Saved entries
###
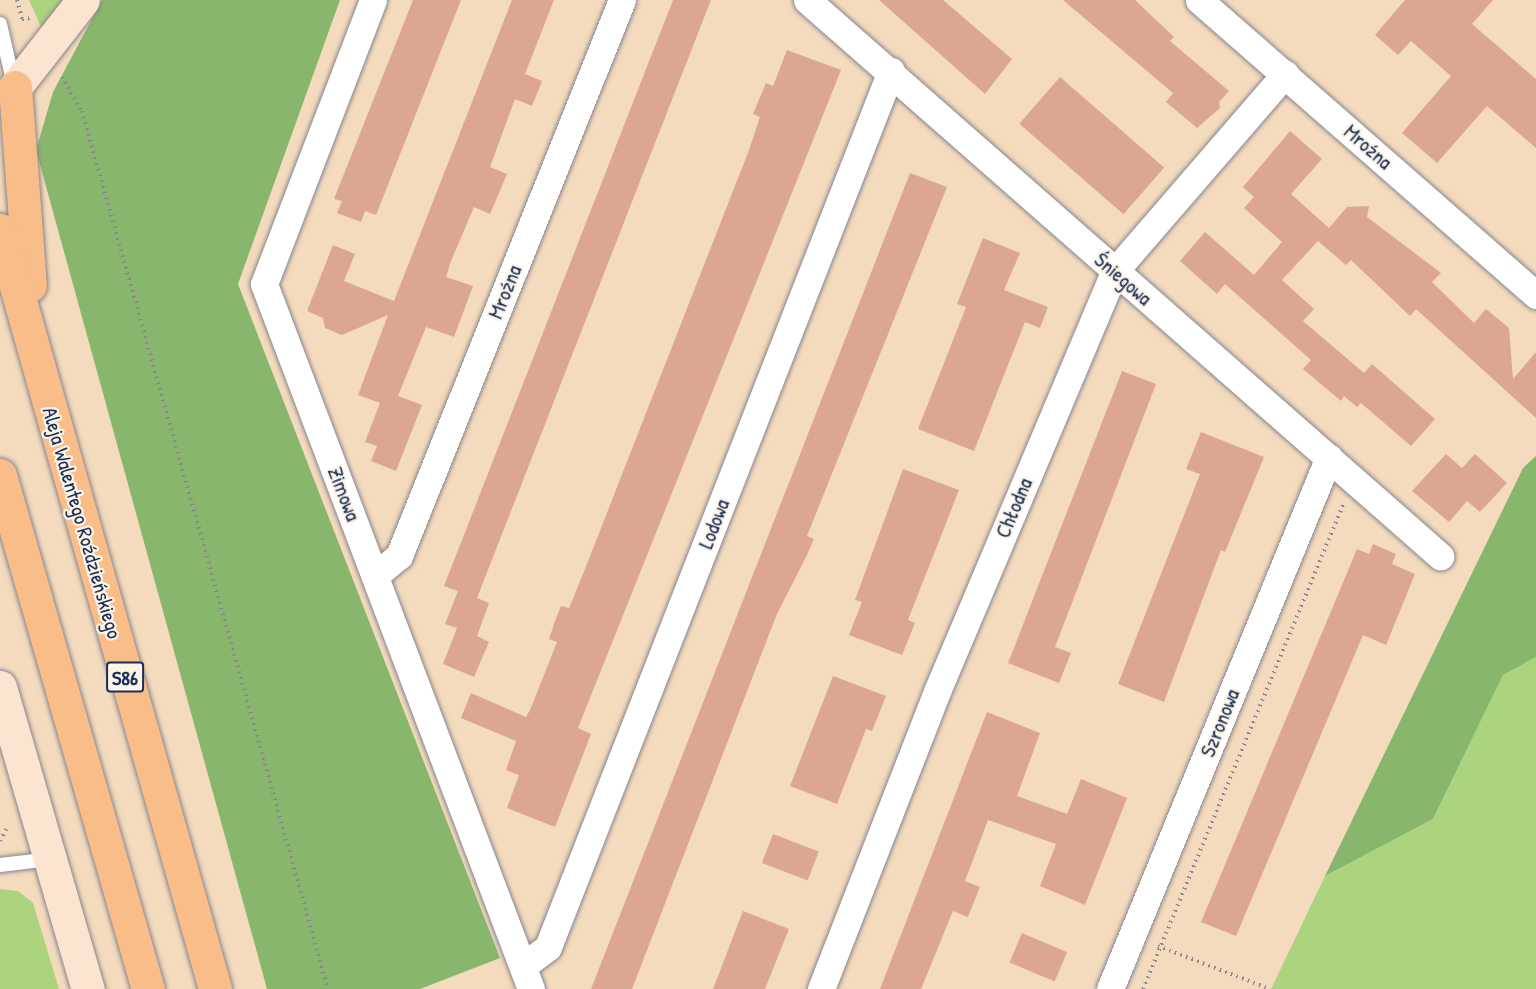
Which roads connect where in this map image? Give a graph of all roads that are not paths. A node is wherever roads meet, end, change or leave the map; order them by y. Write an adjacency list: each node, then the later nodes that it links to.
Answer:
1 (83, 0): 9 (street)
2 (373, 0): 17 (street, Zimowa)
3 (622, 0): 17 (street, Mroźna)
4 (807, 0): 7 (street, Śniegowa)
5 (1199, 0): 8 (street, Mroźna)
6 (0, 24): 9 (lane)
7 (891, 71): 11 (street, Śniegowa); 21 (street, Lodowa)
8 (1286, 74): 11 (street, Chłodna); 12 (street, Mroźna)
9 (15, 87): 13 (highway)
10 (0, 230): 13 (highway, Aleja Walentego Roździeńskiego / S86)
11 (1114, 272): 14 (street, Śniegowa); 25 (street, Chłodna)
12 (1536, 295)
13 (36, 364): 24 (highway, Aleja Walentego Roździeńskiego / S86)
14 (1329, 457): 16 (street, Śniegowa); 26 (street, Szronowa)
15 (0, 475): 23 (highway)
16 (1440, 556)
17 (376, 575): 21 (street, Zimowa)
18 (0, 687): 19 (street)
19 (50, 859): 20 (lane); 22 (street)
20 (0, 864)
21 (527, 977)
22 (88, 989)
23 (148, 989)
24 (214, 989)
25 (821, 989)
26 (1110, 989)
###
What is being asked:
Each record needs to be reproduced exactly, and no image should be carried over.

Written answer:
Which roads connect where in this map image? Give a graph of all roads that are not paths. A node is wherever roads meet, end, change or leave the map; order them by y. Write an adjacency list: each node, then the later nodes that it links to.
Answer:
1 (83, 0): 9 (street)
2 (373, 0): 17 (street, Zimowa)
3 (622, 0): 17 (street, Mroźna)
4 (807, 0): 7 (street, Śniegowa)
5 (1199, 0): 8 (street, Mroźna)
6 (0, 24): 9 (lane)
7 (891, 71): 11 (street, Śniegowa); 21 (street, Lodowa)
8 (1286, 74): 11 (street, Chłodna); 12 (street, Mroźna)
9 (15, 87): 13 (highway)
10 (0, 230): 13 (highway, Aleja Walentego Roździeńskiego / S86)
11 (1114, 272): 14 (street, Śniegowa); 25 (street, Chłodna)
12 (1536, 295)
13 (36, 364): 24 (highway, Aleja Walentego Roździeńskiego / S86)
14 (1329, 457): 16 (street, Śniegowa); 26 (street, Szronowa)
15 (0, 475): 23 (highway)
16 (1440, 556)
17 (376, 575): 21 (street, Zimowa)
18 (0, 687): 19 (street)
19 (50, 859): 20 (lane); 22 (street)
20 (0, 864)
21 (527, 977)
22 (88, 989)
23 (148, 989)
24 (214, 989)
25 (821, 989)
26 (1110, 989)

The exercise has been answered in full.